Eclairs et vents enveloppaient ses habits.
Je l'invitai à entrer mais ne l'ai point blessé
En évoquant l'exiguïté du lieu.
Jamais un pays n'est étroit pour ses habitants
Mais deviennent médiocres les moeurs des gens."

'Amrû Ibn al-Ahtam
Il fut réputé pour sa beauté et sa noblesse (qui dirait le contraire à lire cette traduction ?). Il mourut en l'an 677, 57 de l'Hégire.

S'il fallait proposer une contrainte d'écriture, je partirais de :

"Jamais un pays n'est étroit pour ses habitants".
Accepteriez-vous de jouer avec Nadine et moi ?

Dominique

Les poèmes proposés sont extraits de "Le Dîwân de la poésie arabe classique", NRF Poésie/Gallimard, Paris, 2008.

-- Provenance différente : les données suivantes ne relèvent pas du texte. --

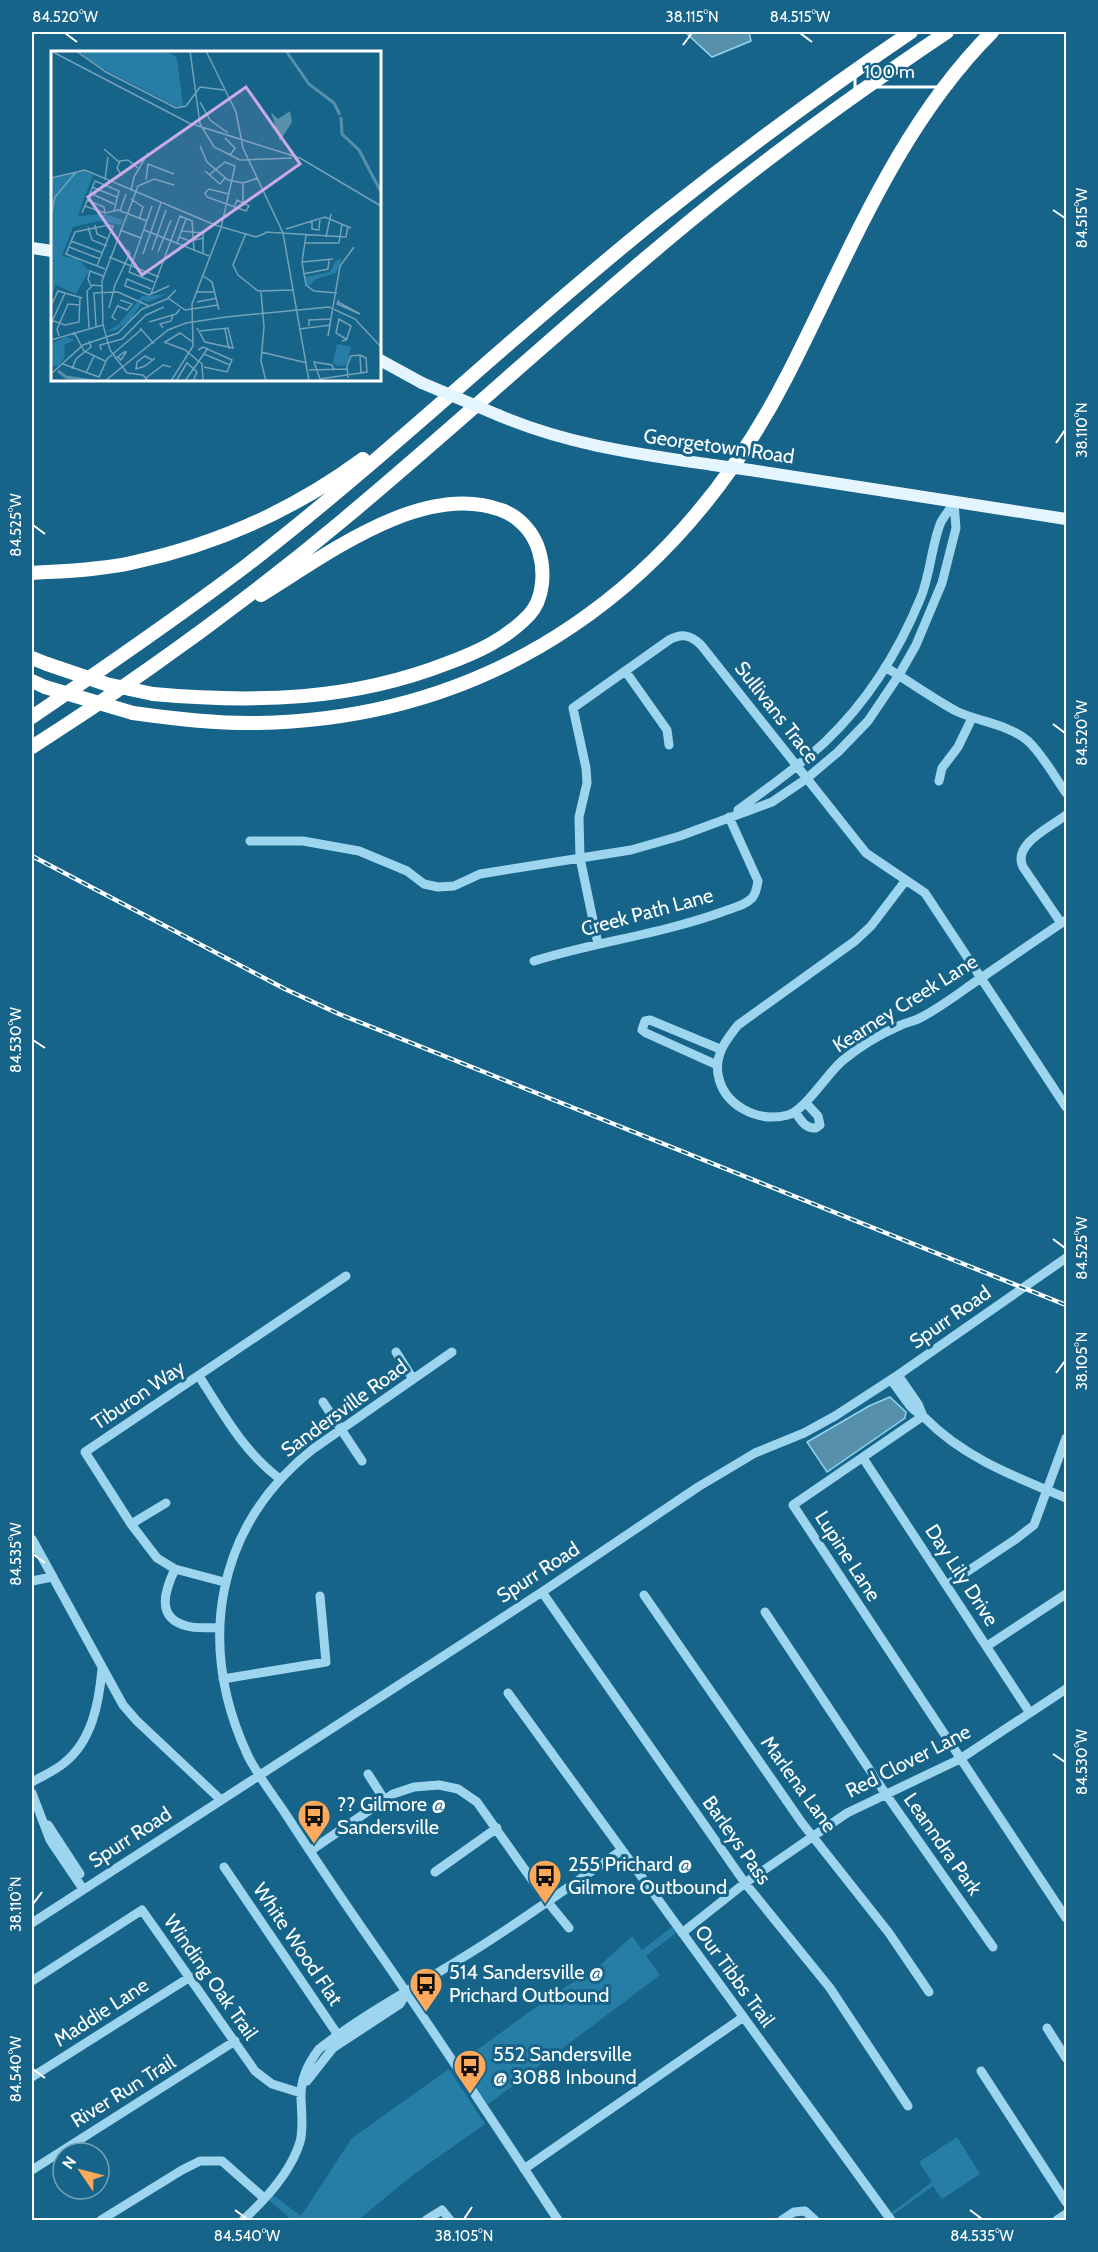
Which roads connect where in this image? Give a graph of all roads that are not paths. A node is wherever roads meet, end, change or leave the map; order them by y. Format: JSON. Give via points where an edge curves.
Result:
{"nodes":[{"id":1,"x":911,"y":32,"type":"edge"},
{"id":2,"x":947,"y":32,"type":"edge"},
{"id":3,"x":992,"y":32,"type":"edge"},
{"id":4,"x":32,"y":248,"type":"edge"},
{"id":5,"x":51,"y":251,"type":"edge"},
{"id":6,"x":381,"y":361,"type":"edge"},
{"id":7,"x":472,"y":376,"type":"junction"},
{"id":8,"x":954,"y":503,"type":"junction"},
{"id":9,"x":1066,"y":519,"type":"edge"},
{"id":10,"x":32,"y":573,"type":"edge"},
{"id":11,"x":923,"y":591,"type":"junction"},
{"id":12,"x":937,"y":596,"type":"junction"},
{"id":13,"x":195,"y":634,"type":"junction"},
{"id":14,"x":32,"y":658,"type":"edge"},
{"id":15,"x":885,"y":667,"type":"junction"},
{"id":16,"x":626,"y":672,"type":"junction"},
{"id":17,"x":899,"y":675,"type":"junction"},
{"id":18,"x":32,"y":681,"type":"edge"},
{"id":19,"x":32,"y":717,"type":"edge"},
{"id":20,"x":972,"y":718,"type":"junction"},
{"id":21,"x":669,"y":745,"type":"dead end"},
{"id":22,"x":32,"y":747,"type":"edge"},
{"id":23,"x":797,"y":767,"type":"junction"},
{"id":24,"x":806,"y":779,"type":"junction"},
{"id":25,"x":939,"y":781,"type":"dead end"},
{"id":26,"x":1066,"y":793,"type":"edge"},
{"id":27,"x":1066,"y":815,"type":"edge"},
{"id":28,"x":729,"y":817,"type":"junction"},
{"id":29,"x":250,"y":840,"type":"dead end"},
{"id":30,"x":580,"y":858,"type":"junction"},
{"id":31,"x":906,"y":880,"type":"junction"},
{"id":32,"x":1064,"y":922,"type":"edge"},
{"id":33,"x":598,"y":944,"type":"junction"},
{"id":34,"x":534,"y":961,"type":"dead end"},
{"id":35,"x":982,"y":977,"type":"junction"},
{"id":36,"x":720,"y":1049,"type":"junction"},
{"id":37,"x":717,"y":1065,"type":"junction"},
{"id":38,"x":806,"y":1103,"type":"junction"},
{"id":39,"x":1066,"y":1107,"type":"edge"},
{"id":40,"x":795,"y":1112,"type":"junction"},
{"id":41,"x":1066,"y":1258,"type":"edge"},
{"id":42,"x":346,"y":1276,"type":"dead end"},
{"id":43,"x":396,"y":1352,"type":"dead end"},
{"id":44,"x":452,"y":1352,"type":"dead end"},
{"id":45,"x":199,"y":1377,"type":"junction"},
{"id":46,"x":895,"y":1378,"type":"junction"},
{"id":47,"x":413,"y":1379,"type":"junction"},
{"id":48,"x":323,"y":1402,"type":"dead end"},
{"id":49,"x":923,"y":1416,"type":"junction"},
{"id":50,"x":340,"y":1430,"type":"junction"},
{"id":51,"x":1066,"y":1438,"type":"edge"},
{"id":52,"x":863,"y":1458,"type":"junction"},
{"id":53,"x":362,"y":1461,"type":"dead end"},
{"id":54,"x":280,"y":1479,"type":"junction"},
{"id":55,"x":1046,"y":1490,"type":"junction"},
{"id":56,"x":1066,"y":1498,"type":"edge"},
{"id":57,"x":166,"y":1503,"type":"dead end"},
{"id":58,"x":130,"y":1524,"type":"junction"},
{"id":59,"x":32,"y":1539,"type":"edge"},
{"id":60,"x":175,"y":1569,"type":"junction"},
{"id":61,"x":52,"y":1577,"type":"junction"},
{"id":62,"x":32,"y":1581,"type":"edge"},
{"id":63,"x":224,"y":1582,"type":"junction"},
{"id":64,"x":947,"y":1585,"type":"junction"},
{"id":65,"x":542,"y":1592,"type":"junction"},
{"id":66,"x":1066,"y":1594,"type":"edge"},
{"id":67,"x":644,"y":1595,"type":"dead end"},
{"id":68,"x":320,"y":1596,"type":"dead end"},
{"id":69,"x":765,"y":1612,"type":"dead end"},
{"id":70,"x":220,"y":1628,"type":"junction"},
{"id":71,"x":987,"y":1646,"type":"junction"},
{"id":72,"x":102,"y":1667,"type":"junction"},
{"id":73,"x":223,"y":1679,"type":"junction"},
{"id":74,"x":1066,"y":1689,"type":"edge"},
{"id":75,"x":508,"y":1693,"type":"dead end"},
{"id":76,"x":1030,"y":1713,"type":"junction"},
{"id":77,"x":960,"y":1759,"type":"junction"},
{"id":78,"x":260,"y":1774,"type":"junction"},
{"id":79,"x":368,"y":1774,"type":"dead end"},
{"id":80,"x":32,"y":1782,"type":"edge"},
{"id":81,"x":32,"y":1793,"type":"edge"},
{"id":82,"x":885,"y":1793,"type":"junction"},
{"id":83,"x":384,"y":1799,"type":"junction"},
{"id":84,"x":220,"y":1800,"type":"junction"},
{"id":85,"x":497,"y":1828,"type":"junction"},
{"id":86,"x":813,"y":1835,"type":"junction"},
{"id":87,"x":622,"y":1850,"type":"junction"},
{"id":88,"x":310,"y":1851,"type":"junction"},
{"id":89,"x":224,"y":1867,"type":"dead end"},
{"id":90,"x":435,"y":1872,"type":"dead end"},
{"id":91,"x":745,"y":1884,"type":"junction"},
{"id":92,"x":86,"y":1887,"type":"junction"},
{"id":93,"x":547,"y":1901,"type":"junction"},
{"id":94,"x":1066,"y":1918,"type":"edge"},
{"id":95,"x":32,"y":1923,"type":"edge"},
{"id":96,"x":569,"y":1928,"type":"dead end"},
{"id":97,"x":682,"y":1933,"type":"junction"},
{"id":98,"x":993,"y":1947,"type":"dead end"},
{"id":99,"x":190,"y":1977,"type":"junction"},
{"id":100,"x":32,"y":1981,"type":"edge"},
{"id":101,"x":406,"y":1992,"type":"junction"},
{"id":102,"x":929,"y":1992,"type":"dead end"},
{"id":103,"x":742,"y":2018,"type":"junction"},
{"id":104,"x":1047,"y":2028,"type":"dead end"},
{"id":105,"x":340,"y":2038,"type":"junction"},
{"id":106,"x":235,"y":2041,"type":"junction"},
{"id":107,"x":1066,"y":2058,"type":"edge"},
{"id":108,"x":981,"y":2071,"type":"dead end"},
{"id":109,"x":32,"y":2078,"type":"edge"},
{"id":110,"x":301,"y":2093,"type":"junction"},
{"id":111,"x":908,"y":2106,"type":"dead end"},
{"id":112,"x":524,"y":2169,"type":"junction"},
{"id":113,"x":32,"y":2170,"type":"edge"},
{"id":114,"x":264,"y":2198,"type":"junction"},
{"id":115,"x":1066,"y":2202,"type":"edge"},
{"id":116,"x":1066,"y":2214,"type":"edge"},
{"id":117,"x":101,"y":2220,"type":"edge"},
{"id":118,"x":243,"y":2220,"type":"edge"},
{"id":119,"x":426,"y":2220,"type":"edge"},
{"id":120,"x":450,"y":2220,"type":"edge"},
{"id":121,"x":558,"y":2220,"type":"edge"},
{"id":122,"x":782,"y":2220,"type":"edge"},
{"id":123,"x":815,"y":2220,"type":"edge"},
{"id":124,"x":891,"y":2220,"type":"edge"},
{"id":125,"x":1057,"y":2220,"type":"edge"}],
"edges":[{"from":1,"to":7,"type":"highway","via":[[810,101],[657,219]]},
{"from":2,"to":13,"type":"highway","via":[[771,156],[667,240],[343,520]]},
{"from":3,"to":18,"type":"highway","bridge":true,"via":[[949,78],[895,159],[786,377],[743,452],[690,523],[650,565],[574,625],[520,658],[442,692],[316,720],[191,721],[133,713]]},
{"from":4,"to":5,"type":"main road"},
{"from":6,"to":8,"type":"main road","name":"Georgetown Road","bridge":true,"via":[[534,431],[561,438],[639,454]]},
{"from":7,"to":10,"type":"highway","via":[[339,476],[240,530],[130,563]]},
{"from":7,"to":19,"type":"highway","via":[[247,565]]},
{"from":8,"to":9,"type":"main road","name":"Georgetown Road"},
{"from":8,"to":11,"type":"street","via":[[941,523]]},
{"from":8,"to":12,"type":"street","via":[[956,528]]},
{"from":11,"to":12,"type":"street"},
{"from":11,"to":15,"type":"street"},
{"from":12,"to":17,"type":"street"},
{"from":13,"to":14,"type":"highway","bridge":true,"via":[[362,533],[444,505],[489,505],[511,513],[528,528],[544,568],[541,590],[531,613],[508,635],[474,653],[402,679],[324,695],[240,700],[153,694],[106,684]]},
{"from":13,"to":22,"type":"highway"},
{"from":15,"to":17,"type":"street"},
{"from":15,"to":23,"type":"street","via":[[854,711]]},
{"from":16,"to":21,"type":"street","via":[[667,730]]},
{"from":16,"to":23,"type":"street","name":"Sullivans Trace","via":[[677,636],[695,639]]},
{"from":16,"to":30,"type":"street","name":"Sullivans Trace","via":[[573,708],[587,783],[579,817]]},
{"from":17,"to":20,"type":"street"},
{"from":17,"to":24,"type":"street","via":[[868,721]]},
{"from":20,"to":25,"type":"street","via":[[942,768]]},
{"from":20,"to":26,"type":"street","via":[[1026,740]]},
{"from":23,"to":24,"type":"street","name":"Sullivans Trace"},
{"from":23,"to":28,"type":"street"},
{"from":24,"to":28,"type":"street","via":[[772,802]]},
{"from":24,"to":31,"type":"street","name":"Sullivans Trace","via":[[866,853]]},
{"from":27,"to":32,"type":"street","name":"Kearney Creek Lane","via":[[1025,845],[1020,856],[1023,867]]},
{"from":28,"to":30,"type":"street","via":[[631,850]]},
{"from":28,"to":33,"type":"street","name":"Creek Path Lane","via":[[758,882],[752,898],[706,918]]},
{"from":29,"to":30,"type":"street","via":[[303,841],[345,848],[417,878],[442,881]]},
{"from":30,"to":33,"type":"street","name":"Sullivans Trace"},
{"from":31,"to":35,"type":"street","name":"Sullivans Trace","via":[[925,893]]},
{"from":31,"to":36,"type":"street","via":[[855,941],[738,1025]]},
{"from":32,"to":35,"type":"street","name":"Kearney Creek Lane"},
{"from":33,"to":34,"type":"street","name":"Creek Path Lane"},
{"from":35,"to":38,"type":"street","name":"Kearney Creek Lane","via":[[921,1018],[860,1047],[817,1086]]},
{"from":35,"to":39,"type":"street","name":"Sullivans Trace"},
{"from":36,"to":37,"type":"street"},
{"from":36,"to":37,"type":"street","via":[[650,1020],[642,1025],[646,1033]]},
{"from":37,"to":40,"type":"street","via":[[720,1084],[734,1104],[772,1118]]},
{"from":38,"to":40,"type":"street","name":"Kearney Creek Lane"},
{"from":38,"to":40,"type":"street","via":[[818,1116],[820,1125],[810,1129]]},
{"from":41,"to":46,"type":"street","name":"Spurr Road"},
{"from":42,"to":45,"type":"street","name":"Tiburon Way"},
{"from":43,"to":47,"type":"street"},
{"from":44,"to":47,"type":"street","name":"Sandersville Road"},
{"from":45,"to":54,"type":"street","via":[[239,1438],[261,1465]]},
{"from":45,"to":58,"type":"street","name":"Tiburon Way","via":[[85,1452]]},
{"from":46,"to":49,"type":"street","via":[[918,1404]]},
{"from":46,"to":65,"type":"street","name":"Spurr Road","via":[[815,1428],[745,1458]]},
{"from":47,"to":50,"type":"street","name":"Sandersville Road"},
{"from":48,"to":50,"type":"street"},
{"from":49,"to":52,"type":"street","name":"Lupine Lane"},
{"from":49,"to":55,"type":"street","via":[[970,1455]]},
{"from":50,"to":53,"type":"street"},
{"from":50,"to":54,"type":"street","name":"Sandersville Road"},
{"from":51,"to":55,"type":"street"},
{"from":52,"to":64,"type":"street","name":"Day Lily Drive"},
{"from":52,"to":77,"type":"street","name":"Lupine Lane","via":[[793,1505]]},
{"from":54,"to":63,"type":"street","name":"Sandersville Road","via":[[253,1517]]},
{"from":55,"to":56,"type":"street"},
{"from":55,"to":64,"type":"street","via":[[1034,1525]]},
{"from":57,"to":58,"type":"street"},
{"from":58,"to":60,"type":"street","name":"Tiburon Way","via":[[157,1558]]},
{"from":59,"to":61,"type":"street"},
{"from":60,"to":63,"type":"street","name":"Tiburon Way"},
{"from":60,"to":70,"type":"street","via":[[166,1586],[164,1602],[171,1618],[186,1626]]},
{"from":61,"to":62,"type":"street"},
{"from":61,"to":72,"type":"street"},
{"from":63,"to":70,"type":"street","name":"Sandersville Road"},
{"from":64,"to":71,"type":"street","name":"Day Lily Drive"},
{"from":65,"to":78,"type":"street","name":"Spurr Road"},
{"from":65,"to":91,"type":"street","name":"Barleys Pass"},
{"from":66,"to":71,"type":"street"},
{"from":67,"to":86,"type":"street","name":"Marlena Lane"},
{"from":68,"to":73,"type":"street","via":[[327,1662]]},
{"from":69,"to":82,"type":"street","name":"Leanndra Park"},
{"from":70,"to":73,"type":"street","name":"Sandersville Road"},
{"from":71,"to":76,"type":"street","name":"Day Lily Drive"},
{"from":72,"to":80,"type":"street","via":[[96,1709],[84,1739],[65,1763]]},
{"from":72,"to":84,"type":"street","via":[[136,1722]]},
{"from":73,"to":78,"type":"street","name":"Sandersville Road","via":[[240,1734]]},
{"from":74,"to":76,"type":"street","name":"Red Clover Lane"},
{"from":75,"to":87,"type":"street","name":"Our Tibbs Trail"},
{"from":76,"to":77,"type":"street","name":"Red Clover Lane"},
{"from":77,"to":82,"type":"street","name":"Red Clover Lane"},
{"from":77,"to":94,"type":"street"},
{"from":78,"to":84,"type":"street","name":"Spurr Road"},
{"from":78,"to":88,"type":"street","name":"Sandersville Road"},
{"from":79,"to":83,"type":"street"},
{"from":81,"to":92,"type":"street","via":[[50,1840]]},
{"from":82,"to":86,"type":"street","name":"Red Clover Lane"},
{"from":82,"to":98,"type":"street","name":"Leanndra Park"},
{"from":83,"to":85,"type":"street","via":[[414,1787],[439,1785],[458,1789],[477,1802]]},
{"from":83,"to":88,"type":"street"},
{"from":84,"to":92,"type":"street","name":"Spurr Road"},
{"from":85,"to":90,"type":"street"},
{"from":85,"to":93,"type":"street"},
{"from":86,"to":91,"type":"street","name":"Red Clover Lane"},
{"from":86,"to":102,"type":"street","name":"Marlena Lane"},
{"from":87,"to":93,"type":"street"},
{"from":87,"to":97,"type":"street","name":"Our Tibbs Trail"},
{"from":88,"to":101,"type":"street","name":"Sandersville Road"},
{"from":89,"to":105,"type":"street","name":"White Wood Flat"},
{"from":91,"to":97,"type":"street","name":"Red Clover Lane"},
{"from":91,"to":111,"type":"street","name":"Barleys Pass","via":[[830,1988]]},
{"from":92,"to":95,"type":"street","name":"Spurr Road"},
{"from":93,"to":96,"type":"street"},
{"from":93,"to":101,"type":"street"},
{"from":97,"to":103,"type":"street","name":"Our Tibbs Trail"},
{"from":99,"to":100,"type":"street","name":"Winding Oak Trail","via":[[142,1910]]},
{"from":99,"to":106,"type":"street","name":"Winding Oak Trail"},
{"from":99,"to":109,"type":"street","name":"Maddie Lane"},
{"from":101,"to":105,"type":"street","via":[[389,2000]]},
{"from":101,"to":112,"type":"street","name":"Sandersville Road"},
{"from":103,"to":112,"type":"street"},
{"from":103,"to":124,"type":"street","name":"Our Tibbs Trail"},
{"from":104,"to":107,"type":"street"},
{"from":105,"to":110,"type":"street","via":[[319,2049],[311,2059]]},
{"from":106,"to":110,"type":"street","name":"Winding Oak Trail","via":[[255,2071],[272,2084]]},
{"from":106,"to":113,"type":"street","name":"River Run Trail"},
{"from":108,"to":115,"type":"street"},
{"from":110,"to":114,"type":"street","via":[[300,2141]]},
{"from":112,"to":121,"type":"street","name":"Sandersville Road"},
{"from":114,"to":117,"type":"street","via":[[222,2162],[200,2162]]},
{"from":114,"to":118,"type":"street"},
{"from":116,"to":125,"type":"street"},
{"from":119,"to":120,"type":"street","via":[[442,2210]]},
{"from":122,"to":123,"type":"street","via":[[794,2212],[805,2211]]}]}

par Dominique - tags : poésie arabe
Commentaire (1)

1. fridom Le 03/01/2010 à 11:07





J’aimais un pays,
Un pays beau de montagnes
De mer et de campagne.
J’aimais ce pays.

Ses habitants autrefois
Epris de liberté
Se voulaient accueillants
Aux persécutés pour leur foi.
On ne les vit jamais déserter
Ce combat édifiant.

Jamais un pays n’est étroit
Pour ses habitants.

J’aimais un pays
Riche de son histoire
Et de ses monuments.
J’honorais la mémoire
De ses emportements.
J’aimais ce pays.

Jamais un pays n’est étroit
Pour ses habitants.

Des hommes bruns
A la pensée minuscule
Ont perverti cet accueil.
Dans ses rues, on craint
Le moindre groupuscule.
On t’y épie du coin de l’œil.

Jamais un pays n’est étroit
Pour ses habitants.

Petit pays,
Petites gens,
Petites pensées.

Jamais un pays n’est étroit
Pour ses habitants.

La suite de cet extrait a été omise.